Вопрос о типе безударного вокализма является одним из важнейших в характеристике живого языка Москвы средневекового периода. Со времени появления в московском говоре аканья становится возможным говорить применительно к данной территориальной разновидности языка о таком комплексе диалектных черт, который принято определять термином «средневеликорусский».
Однако, говоря об отражении аканья в московских памятниках, следует разграничивать два существенных момента. Необходимо отделять вопрос о появлении аканья как черты, характеризующей тип живого языка, имевшего широкое или даже преобладающее распространение в Москве, от вопроса об отдельных носителях акающего произношения среди москвичей. Население Москвы было неоднородным в этническом отношении, благодаря чему аканье могло проникнуть в отдельные московские памятники в то время, когда для Москвы в целом такое произношение еще не было свойственно.
Вероятно, именно этим, т. е. распространением на весь московский говор тех особенностей произношения, которые наблюдались в речи лишь отдельных жителей Москвы, объясняется тот факт, что московский говор признается акающим уже в XIV в. Такая точка зрения отражена в работах А. И. Соболевского[1] и Н. Н. Дурново[2].
Возможность истолкования орфографии московских памятников письменности XIV в. как свидетельства московского аканья допускают также Т. Лер-Сплавинский[3], С. И. Котков[4], Ф. П. Филин[5]. Древней и даже исконной чертой считает московское аканье П. Я. Черных. Он пишет: «Население Москвы, возможно с самого основания города, не отличалось чистотою в отношении языка, хотя и было вятичским и, следовательно, «акающим» по своей основе»[6]. Такое убеждение, по собственному признанию исследователя, опирается на учение А. А. Шахматова об образовании русского (великорусского) языка. Как известно, образование великорусской народности Шахматов связывал с объединением севернорусов и восточнорусов в одно этническое ядро. В языковом отношении это объединение имело своим следствием образование в области средней России «смешанных говоров, соединивших в себе типичные особенности севернорусского и восточнорусского наречия»[7].

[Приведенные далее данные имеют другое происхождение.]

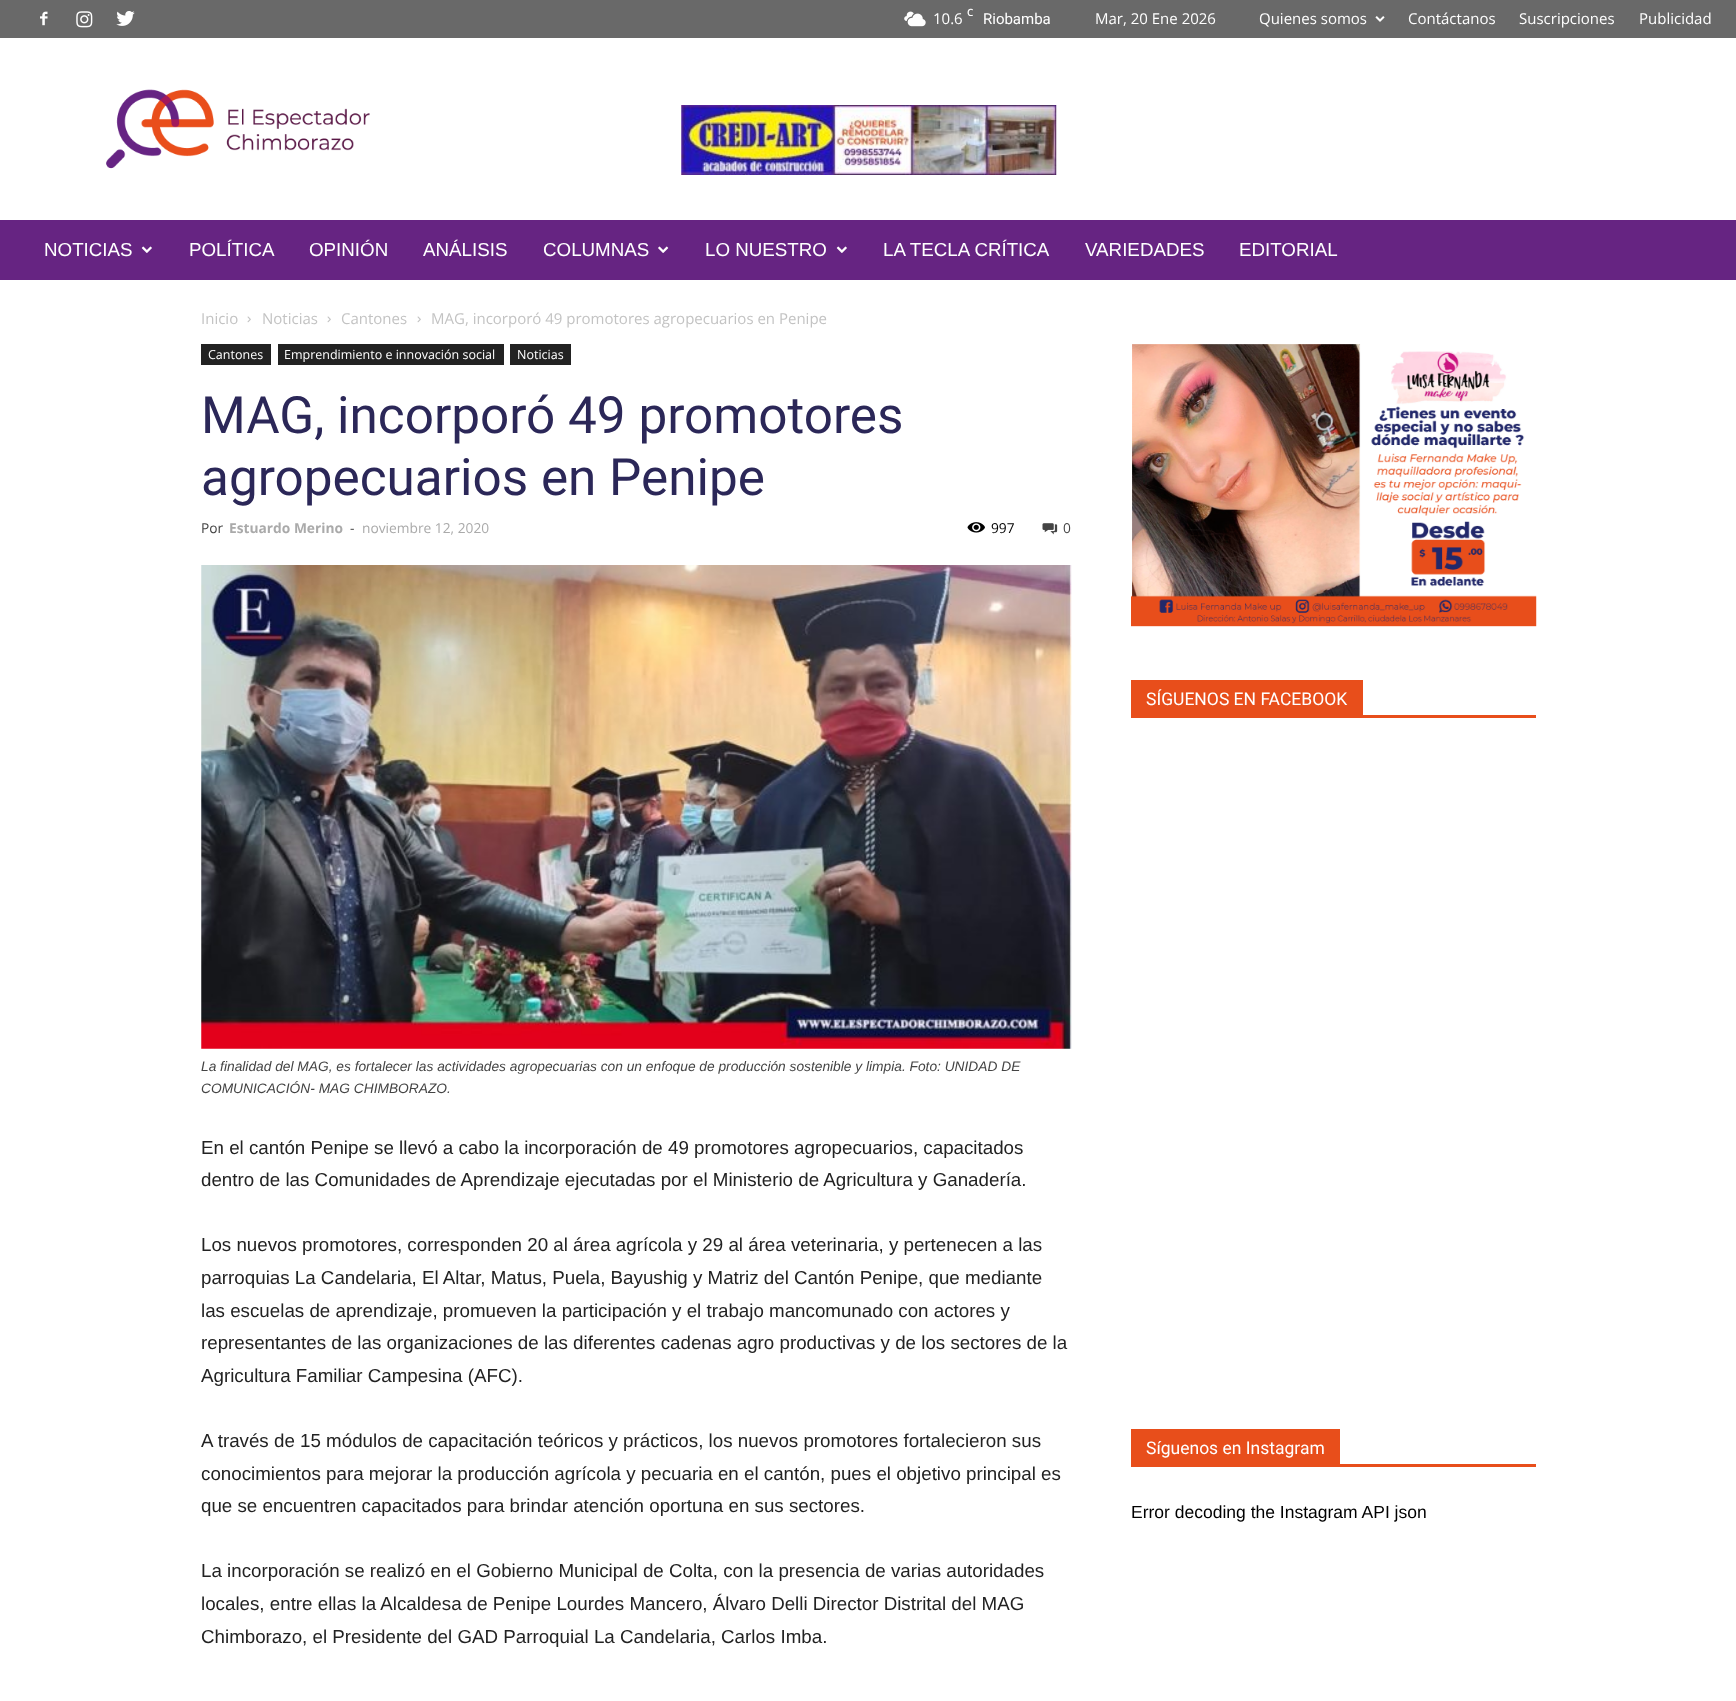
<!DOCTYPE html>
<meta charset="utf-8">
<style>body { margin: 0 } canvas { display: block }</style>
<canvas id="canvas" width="1736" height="1701"></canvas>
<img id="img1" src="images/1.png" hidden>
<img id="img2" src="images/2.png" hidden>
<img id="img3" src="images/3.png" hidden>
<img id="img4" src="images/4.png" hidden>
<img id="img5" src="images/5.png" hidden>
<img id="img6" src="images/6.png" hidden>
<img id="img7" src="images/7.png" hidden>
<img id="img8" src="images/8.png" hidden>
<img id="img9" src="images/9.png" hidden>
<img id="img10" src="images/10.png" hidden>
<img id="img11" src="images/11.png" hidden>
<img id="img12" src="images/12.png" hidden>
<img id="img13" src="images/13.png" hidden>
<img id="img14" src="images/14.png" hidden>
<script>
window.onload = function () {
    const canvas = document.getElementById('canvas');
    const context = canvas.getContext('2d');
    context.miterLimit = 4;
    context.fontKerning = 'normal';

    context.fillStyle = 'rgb(255, 255, 255)';
    context.fillRect(0, 0, 1736, 1701);
    context.fillStyle = 'rgb(105, 105, 105)';
    context.fillRect(0, 0, 1736, 38);
    context.drawImage(document.getElementById('img1'), 40, 11, 8, 15);
    context.drawImage(document.getElementById('img2'), 76, 11, 17, 17);
    context.drawImage(document.getElementById('img3'), 116, 11, 19, 15);
    context.drawImage(document.getElementById('img4'), 904, 11, 22, 16);
    context.drawImage(document.getElementById('img5'), 1375, 16, 10, 6);
    context.drawImage(document.getElementById('img6'), 106, 89, 264, 80);
    context.drawImage(document.getElementById('img7'), 681, 105, 376, 70);
    context.fillStyle = 'rgb(102, 36, 130)';
    context.fillRect(0, 220, 1736, 60);
    context.drawImage(document.getElementById('img8'), 141, 246, 11, 7);
    context.drawImage(document.getElementById('img9'), 658, 246, 11, 7);
    context.drawImage(document.getElementById('img8'), 836, 246, 11, 7);
    context.drawImage(document.getElementById('img10'), 247, 316, 4, 7);
    context.drawImage(document.getElementById('img10'), 327, 316, 4, 7);
    context.drawImage(document.getElementById('img10'), 417, 316, 4, 7);
    context.fillStyle = 'rgb(34, 34, 34)';
    context.fillRect(201, 344, 70, 21);
    context.fillRect(278, 344, 226, 21);
    context.fillRect(510, 344, 61, 21);
    context.drawImage(document.getElementById('img11'), 967, 522, 18, 11);
    context.drawImage(document.getElementById('img12'), 1042, 523, 16, 12);
    context.drawImage(document.getElementById('img13'), 201, 565, 871, 484);
    context.drawImage(document.getElementById('img14'), 1131, 344, 406, 283);
    context.fillStyle = 'rgb(232, 78, 27)';
    context.fillRect(1131, 715, 405, 3);
    context.fillRect(1131, 680, 232, 35);
    context.fillRect(1131, 1464, 405, 3);
    context.fillRect(1131, 1429, 209, 35);
    context.font = '15px Open Sans';
    context.fillStyle = 'rgb(255, 255, 255)';
    context.fillText('10.6', 933, 24);
    context.font = '600 10px Open Sans';
    context.fillText('C', 967, 16);
    context.font = '15px Roboto';
    context.fillText('Riobamba', 983, 24);
    context.font = '15px Open Sans';
    context.fillText('Mar, 20 Ene 2026', 1095, 24);
    context.fillText('Quienes somos', 1259, 24);
    context.fillText('Contáctanos', 1408, 24);
    context.fillText('Suscripciones', 1519, 24);
    context.fillText('Publicidad', 1639, 24);
    context.font = '18.75px Liberation Sans';
    context.fillText('NOTICIAS', 44, 256);
    context.fillText('POLÍTICA', 189, 256);
    context.fillText('OPINIÓN', 309, 256);
    context.fillText('ANÁLISIS', 423, 256);
    context.fillText('COLUMNAS', 543, 256);
    context.fillText('LO NUESTRO', 705, 256);
    context.fillText('LA TECLA CRÍTICA', 883, 256);
    context.fillText('VARIEDADES', 1085, 256);
    context.fillText('EDITORIAL', 1239, 256);
    context.font = '15px Open Sans';
    context.fillStyle = 'rgb(195, 195, 195)';
    context.fillText('Inicio', 201, 324);
    context.fillText('Noticias', 262, 324);
    context.fillText('Cantones', 341, 324);
    context.fillText('MAG, incorporó 49 promotores agropecuarios en Penipe', 431, 324);
    context.font = '12.5px Open Sans';
    context.fillStyle = 'rgb(255, 255, 255)';
    context.fillText('Cantones', 208, 359);
    context.fillText('Emprendimiento e innovación social', 284, 359);
    context.fillText('Noticias', 517, 359);
    context.font = '51.25px Roboto';
    context.fillStyle = 'rgb(43, 39, 88)';
    context.fillText('MAG, incorporó 49 promotores', 201, 433);
    context.fillText('agropecuarios en Penipe', 201, 495);
    context.font = '13.75px Open Sans';
    context.fillStyle = 'rgb(68, 68, 68)';
    context.fillText('Por', 201, 533);
    context.font = 'bold 13.75px Open Sans';
    context.fillStyle = 'rgb(170, 170, 170)';
    context.fillText('Estuardo Merino', 229, 533);
    context.font = '13.75px Open Sans';
    context.fillStyle = 'rgb(68, 68, 68)';
    context.fillText('-', 350, 533);
    context.fillStyle = 'rgb(170, 170, 170)';
    context.fillText('noviembre 12, 2020', 362, 533);
    context.fillStyle = 'rgb(0, 0, 0)';
    context.fillText('997', 991, 533);
    context.fillStyle = 'rgb(68, 68, 68)';
    context.fillText('0', 1063, 533);
    context.font = 'italic 13.75px Liberation Sans';
    context.fillText('La finalidad del MAG, es fortalecer las actividades agropecuarias con un enfoque de producción sostenible y limpia. Foto: UNIDAD DE', 201, 1071);
    context.fillText('COMUNICACIÓN- MAG CHIMBORAZO.', 201, 1093);
    context.font = '18.75px Liberation Sans';
    context.fillStyle = 'rgb(34, 34, 34)';
    context.fillText('En el cantón Penipe se llevó a cabo la incorporación de 49 promotores agropecuarios, capacitados', 201, 1154);
    context.fillText('dentro de las Comunidades de Aprendizaje ejecutadas por el Ministerio de Agricultura y Ganadería.', 201, 1186);
    context.fillText('Los nuevos promotores, corresponden 20 al área agrícola y 29 al área veterinaria, y pertenecen a las', 201, 1251);
    context.fillText('parroquias La Candelaria, El Altar, Matus, Puela, Bayushig y Matriz del Cantón Penipe, que mediante', 201, 1284);
    context.fillText('las escuelas de aprendizaje, promueven la participación y el trabajo mancomunado con actores y', 201, 1317);
    context.fillText('representantes de las organizaciones de las diferentes cadenas agro productivas y de los sectores de la', 201, 1349);
    context.fillText('Agricultura Familiar Campesina (AFC).', 201, 1382);
    context.fillText('A través de 15 módulos de capacitación teóricos y prácticos, los nuevos promotores fortalecieron sus', 201, 1447);
    context.fillText('conocimientos para mejorar la producción agrícola y pecuaria en el cantón, pues el objetivo principal es', 201, 1480);
    context.fillText('que se encuentren capacitados para brindar atención oportuna en sus sectores.', 201, 1512);
    context.fillText('La incorporación se realizó en el Gobierno Municipal de Colta, con la presencia de varias autoridades', 201, 1577);
    context.fillText('locales, entre ellas la Alcaldesa de Penipe Lourdes Mancero, Álvaro Delli Director Distrital del MAG', 201, 1610);
    context.fillText('Chimborazo, el Presidente del GAD Parroquial La Candelaria, Carlos Imba.', 201, 1643);
    context.font = '17.5px Roboto';
    context.fillStyle = 'rgb(255, 255, 255)';
    context.fillText('SÍGUENOS EN FACEBOOK', 1146, 705);
    context.fillText('Síguenos en Instagram', 1146, 1454);
    context.font = '17.5px Liberation Sans';
    context.fillStyle = 'rgb(0, 0, 0)';
    context.fillText('Error decoding the Instagram API json', 1131, 1518);
};
</script>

Начало объединительных процессов (этнических и языковых) Шахматов склонен был относить к ранней эпохе: «…восточнорусы уже в конце X века… оказались в бассейне Оки в соприкосновении с севернорусами; XI век, время Ярослава, положил начало слиянию обоих племен северовосточной Руси и образованию великорусской народности»[8]. Ученый подчеркивал тесную связь, существующую между образованием великорусского языка и «типичного для Москвы языка»[9], поэтому приведенное указание на время объединения восточнорусов и севернорусов можно отнести и к тем процессам, которые привели к формированию московского говора в его средневеликорусском облике[10].
Следует отметить, правда, что в одной из последних своих работ Шахматов считает необходимым отнести результаты взаимодействия двух наречий в пределах Москвы к значительно более позднему, чем это он делал раньше, времени. «Ни в XIV, ни в XV в., — пишет он, — Москва не могла еще выработать своего языка, своего койне; в Москве одни говорили по-севернорусски, другие по-восточнорусски, одни окали, другие акали»[11].
Исследования, выполненные на материале древнейших московских памятников, не подтверждают предположения об аканье в московском говоре XIV в.[12]. Неясным до сих пор остается вопрос и о московском аканье в XV и XVI вв. По мнению Р. И. Аванесова, в XIV—XV вв. в Москве преобладал северновеликорусский говор. Определенно о московском аканье можно говорить только по отношению к XVII в., когда оформляется московское просторечие[13]. Это мнение отражено и в одной из последних работ В. Н. Сидорова, который относит процесс смены в Москве оканья на аканье к рубежу XVI—XVII вв.[14].
Таким образом, вопрос об истории московского аканья продолжает оставаться актуальным и в настоящее время. Состояние его разработки во многом упирается в недостаток фактического материала. Аргументы «за» и «против» сводятся в сущности к тому, можно ли рассматривать как свидетельства аканья в московском говоре запись с а и о топонимов брошевая — брашевая, шаготью — шагатью, отмеченных А. И. Соболевским еще в конце прошлого века. К ним обычно добавляют еще написания с а глагольных основ типа укаряти утапаху, прикаснулся и некоторые другие единичные случаи смешения а и о в памятниках московского происхождения. Сколько бы мы ни обращались к этим уже примелькавшимся написаниям, как бы мы их ни трактовали, они не могут внести ничего существенно нового в решение вопроса о московском аканье.
Между тем необследованными остаются многие московские рукописи XV—XVI вв., среди которых большое место занимают памятники делового письма. Эти последние в меньшей степени, чем любые другие, скованы нормами традиционной орфографии и поэтому наиболее пригодны для реконструкции живого произношения.
Надежды на прогресс в решении вопроса о московском аканье следует, очевидно, связывать с введением в научный оборот нового материала из московских письменных текстов.